Re: Q about reconciliation query batch size

All of the currently defined limits are for controlling the number of
responses sent by the server, rather than the requests sent by the client.

While we could add "recommended batch size" and/or "maximum batch size" to
the manifest, I'm not sure it would add a lot of value. As a practical
matter, clients are going to choose a batch size which balances between
amortizing request overhead/latency and responsiveness for progress
reporting. They aren't motivated to use giant request sizes. In a DOS
situation, the attacker isn't going to be respecting any advertised limits.
Note that the server is always free to respond 413 Request Entity Too Large and
all modern service frameworks have a configurable limit for this.

The spec is also silent on whether you can send simultaneous requests in
parallel, rate limits, etc. I think this would be a more valuable area to
improve from the point of view of protecting services. The 429 Too Many
Requests code and Retry-After: header provide a starting point, but it may
be useful to make use of some extended headers in the X-RateLimit-* space.

There are two resources buckets associated with large requests: space &
time.

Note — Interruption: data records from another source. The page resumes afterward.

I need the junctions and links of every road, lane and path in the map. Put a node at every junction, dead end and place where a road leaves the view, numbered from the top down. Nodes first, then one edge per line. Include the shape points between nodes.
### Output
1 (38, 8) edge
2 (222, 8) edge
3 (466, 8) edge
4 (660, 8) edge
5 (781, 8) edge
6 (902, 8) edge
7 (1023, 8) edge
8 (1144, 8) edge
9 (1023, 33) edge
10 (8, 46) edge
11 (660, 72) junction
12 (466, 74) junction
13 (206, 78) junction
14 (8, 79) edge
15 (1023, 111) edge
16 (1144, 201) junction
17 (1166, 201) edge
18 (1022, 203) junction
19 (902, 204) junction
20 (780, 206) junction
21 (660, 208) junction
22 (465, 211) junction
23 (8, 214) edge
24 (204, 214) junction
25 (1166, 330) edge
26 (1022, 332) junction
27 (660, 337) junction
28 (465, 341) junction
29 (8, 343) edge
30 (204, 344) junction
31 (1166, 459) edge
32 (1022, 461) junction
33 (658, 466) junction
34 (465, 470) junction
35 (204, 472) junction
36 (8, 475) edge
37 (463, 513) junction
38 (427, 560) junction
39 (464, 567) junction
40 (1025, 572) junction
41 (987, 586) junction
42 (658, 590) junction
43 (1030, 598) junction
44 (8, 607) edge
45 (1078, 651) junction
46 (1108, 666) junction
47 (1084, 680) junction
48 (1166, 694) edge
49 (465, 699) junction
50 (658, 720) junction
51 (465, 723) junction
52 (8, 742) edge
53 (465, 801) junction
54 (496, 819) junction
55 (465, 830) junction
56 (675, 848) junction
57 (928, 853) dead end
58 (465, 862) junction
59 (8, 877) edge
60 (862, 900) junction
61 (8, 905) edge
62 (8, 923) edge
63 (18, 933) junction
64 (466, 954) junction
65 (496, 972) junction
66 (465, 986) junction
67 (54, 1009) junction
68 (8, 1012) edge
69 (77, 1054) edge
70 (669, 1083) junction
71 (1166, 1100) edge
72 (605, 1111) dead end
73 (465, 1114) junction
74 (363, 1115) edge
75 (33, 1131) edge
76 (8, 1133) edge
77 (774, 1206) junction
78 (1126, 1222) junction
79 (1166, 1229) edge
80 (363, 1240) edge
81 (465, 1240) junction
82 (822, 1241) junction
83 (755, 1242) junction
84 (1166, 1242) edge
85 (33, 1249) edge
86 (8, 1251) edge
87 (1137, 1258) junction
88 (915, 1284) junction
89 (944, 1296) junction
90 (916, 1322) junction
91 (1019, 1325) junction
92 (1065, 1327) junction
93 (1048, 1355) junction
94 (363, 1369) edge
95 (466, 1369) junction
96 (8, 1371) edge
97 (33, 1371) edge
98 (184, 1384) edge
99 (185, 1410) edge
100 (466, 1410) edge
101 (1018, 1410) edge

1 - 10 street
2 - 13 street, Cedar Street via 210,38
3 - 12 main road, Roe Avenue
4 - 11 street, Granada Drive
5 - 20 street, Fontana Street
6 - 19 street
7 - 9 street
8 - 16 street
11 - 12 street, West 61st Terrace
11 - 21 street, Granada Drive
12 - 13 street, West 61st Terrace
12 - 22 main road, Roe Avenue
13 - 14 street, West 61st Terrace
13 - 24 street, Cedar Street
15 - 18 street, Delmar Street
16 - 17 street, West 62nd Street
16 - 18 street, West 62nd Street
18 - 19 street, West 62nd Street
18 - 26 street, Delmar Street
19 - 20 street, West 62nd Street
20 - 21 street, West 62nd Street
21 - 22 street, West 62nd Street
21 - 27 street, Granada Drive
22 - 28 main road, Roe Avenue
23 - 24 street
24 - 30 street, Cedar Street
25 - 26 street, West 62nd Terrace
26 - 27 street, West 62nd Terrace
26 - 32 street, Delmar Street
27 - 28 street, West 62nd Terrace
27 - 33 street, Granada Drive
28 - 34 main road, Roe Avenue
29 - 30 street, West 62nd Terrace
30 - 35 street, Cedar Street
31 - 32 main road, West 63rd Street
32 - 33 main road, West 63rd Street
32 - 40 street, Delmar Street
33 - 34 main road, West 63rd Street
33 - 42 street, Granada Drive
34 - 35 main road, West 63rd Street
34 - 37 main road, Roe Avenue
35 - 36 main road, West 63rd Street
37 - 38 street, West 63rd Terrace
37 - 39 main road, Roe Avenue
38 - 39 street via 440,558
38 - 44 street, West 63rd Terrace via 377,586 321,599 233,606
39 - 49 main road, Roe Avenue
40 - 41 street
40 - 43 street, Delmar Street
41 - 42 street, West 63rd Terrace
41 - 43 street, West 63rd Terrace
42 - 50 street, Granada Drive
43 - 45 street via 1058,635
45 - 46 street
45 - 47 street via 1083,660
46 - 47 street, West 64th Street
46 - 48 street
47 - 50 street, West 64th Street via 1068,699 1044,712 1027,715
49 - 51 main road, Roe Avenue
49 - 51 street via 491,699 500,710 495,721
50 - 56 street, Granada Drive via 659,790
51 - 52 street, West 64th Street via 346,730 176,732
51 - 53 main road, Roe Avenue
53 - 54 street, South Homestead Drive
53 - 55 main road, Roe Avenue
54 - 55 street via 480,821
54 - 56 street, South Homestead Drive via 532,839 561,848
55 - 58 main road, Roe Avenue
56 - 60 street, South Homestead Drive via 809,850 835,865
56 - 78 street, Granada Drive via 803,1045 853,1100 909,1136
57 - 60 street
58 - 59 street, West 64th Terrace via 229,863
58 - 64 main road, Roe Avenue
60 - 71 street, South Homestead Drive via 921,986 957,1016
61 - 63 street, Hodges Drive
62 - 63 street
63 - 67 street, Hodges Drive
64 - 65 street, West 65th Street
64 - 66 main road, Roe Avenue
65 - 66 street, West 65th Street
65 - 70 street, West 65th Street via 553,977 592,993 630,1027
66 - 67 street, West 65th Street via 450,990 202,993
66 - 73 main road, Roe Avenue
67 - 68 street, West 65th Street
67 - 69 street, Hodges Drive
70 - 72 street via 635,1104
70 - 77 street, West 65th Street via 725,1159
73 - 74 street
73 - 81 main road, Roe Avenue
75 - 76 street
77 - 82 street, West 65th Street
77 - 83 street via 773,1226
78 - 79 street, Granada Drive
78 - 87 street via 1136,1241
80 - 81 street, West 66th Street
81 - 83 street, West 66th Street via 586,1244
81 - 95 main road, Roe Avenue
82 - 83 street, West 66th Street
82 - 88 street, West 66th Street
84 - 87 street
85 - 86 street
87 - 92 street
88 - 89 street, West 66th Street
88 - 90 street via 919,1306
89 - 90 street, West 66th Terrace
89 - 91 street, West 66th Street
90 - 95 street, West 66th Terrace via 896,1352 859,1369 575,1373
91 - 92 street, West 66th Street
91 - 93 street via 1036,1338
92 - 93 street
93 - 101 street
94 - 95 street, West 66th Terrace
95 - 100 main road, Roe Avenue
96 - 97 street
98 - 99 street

Once you've accepted the request, the space is used up, but there are
no requirements or guarantees on how quickly the request will be processed.
If you want to meter work on a per-request basis and take longer to respond
to bigger batches, that's completely within the service implementers right
to do.

OpenRefine currently uses a fixed batch size of 10 and processes batches
serially in a single threaded fashion, which is inherently rate limiting,
but it would be nice to improve the latency hiding and be able to have
multiple requests in flight, while still being polite to reconciliation
services.

Tom

On Thu, Jun 11, 2020 at 12:00 PM Ford, Kevin <kevinford@loc.gov> wrote:

> Hello all:
>
>
>
> I presume this is the best place to ask this question, which I’ve harbored
> for years but which for a variety of reasons I’ve never had real occasion
> to ask until now.
>
>
>
> Do I understand correctly that there is no limit to, and no way to enforce
> a limit of, the reconciliation query batch size?
>
>
>
> This sentence from the documentation on the Github site – “OpenRefine
> queries the reconciliation service in batch mode
> <https://github.com/OpenRefine/OpenRefine/wiki/Reconciliation-Service-API#multiple-query-mode>
> on the first ten items of the column to be reconciled.” [1] -  /might/
> suggest the size of batches is 10, but I believe we’re to understand that
> this particular call basically represents a test before the real, full
> reconciliation kicks off.  Yes?
>
>
>
> The “Note” under this section of the W3C specification work [2] seems to
> make it abundantly clear that there is no restriction on the length of
> query batches.
>
>
>
> I didn’t see a clear way to do this via the service manifest.
>
>
>
> If there is no limit on the size, is there a way for a service provider to
> impose a limit?  If so, how?  If not, why not?
>
>
>
> Assuming it is not possible to impose a limit, how does one protect a
> service from becoming overwhelmed by one extremely large reconciliation
> request or a number of big ones?  It seems that this opens up the service
> to a DoS attack, but perhaps I am mistaken.  Even if that risk is perhaps
> marginal, it still seems that a provider could nevertheless experience a
> considerable performance penalty having to field requests with huge query
> batch sizes.
>
>
>
> I’m familiar in an academic sense with OpenRefine, but not whether it
> might control the size of query batches to ensure a provider is not
> overwhelmed.  That said, if this work is to become a more generic way to
> provide reconciliation or suggest services to be used by software other
> than OpenRefine, then it still seems this should be an
> advertiseable/controllable value since one cannot always count on the
> client being responsible.
>
>
>
> Yours,
>
> Kevin
>
>
>
> [1]
> https://github.com/OpenRefine/OpenRefine/wiki/Reconciliation-Service-API#workflow-overview
>
> [2]
> https://reconciliation-api.github.io/specs/0.1/#sending-reconciliation-queries-to-a-service
>
>
>
> --
>
> Kevin Ford
>
> Library of Congress
>
> Washington, DC
>
>
>

Received on Thursday, 11 June 2020 17:45:10 UTC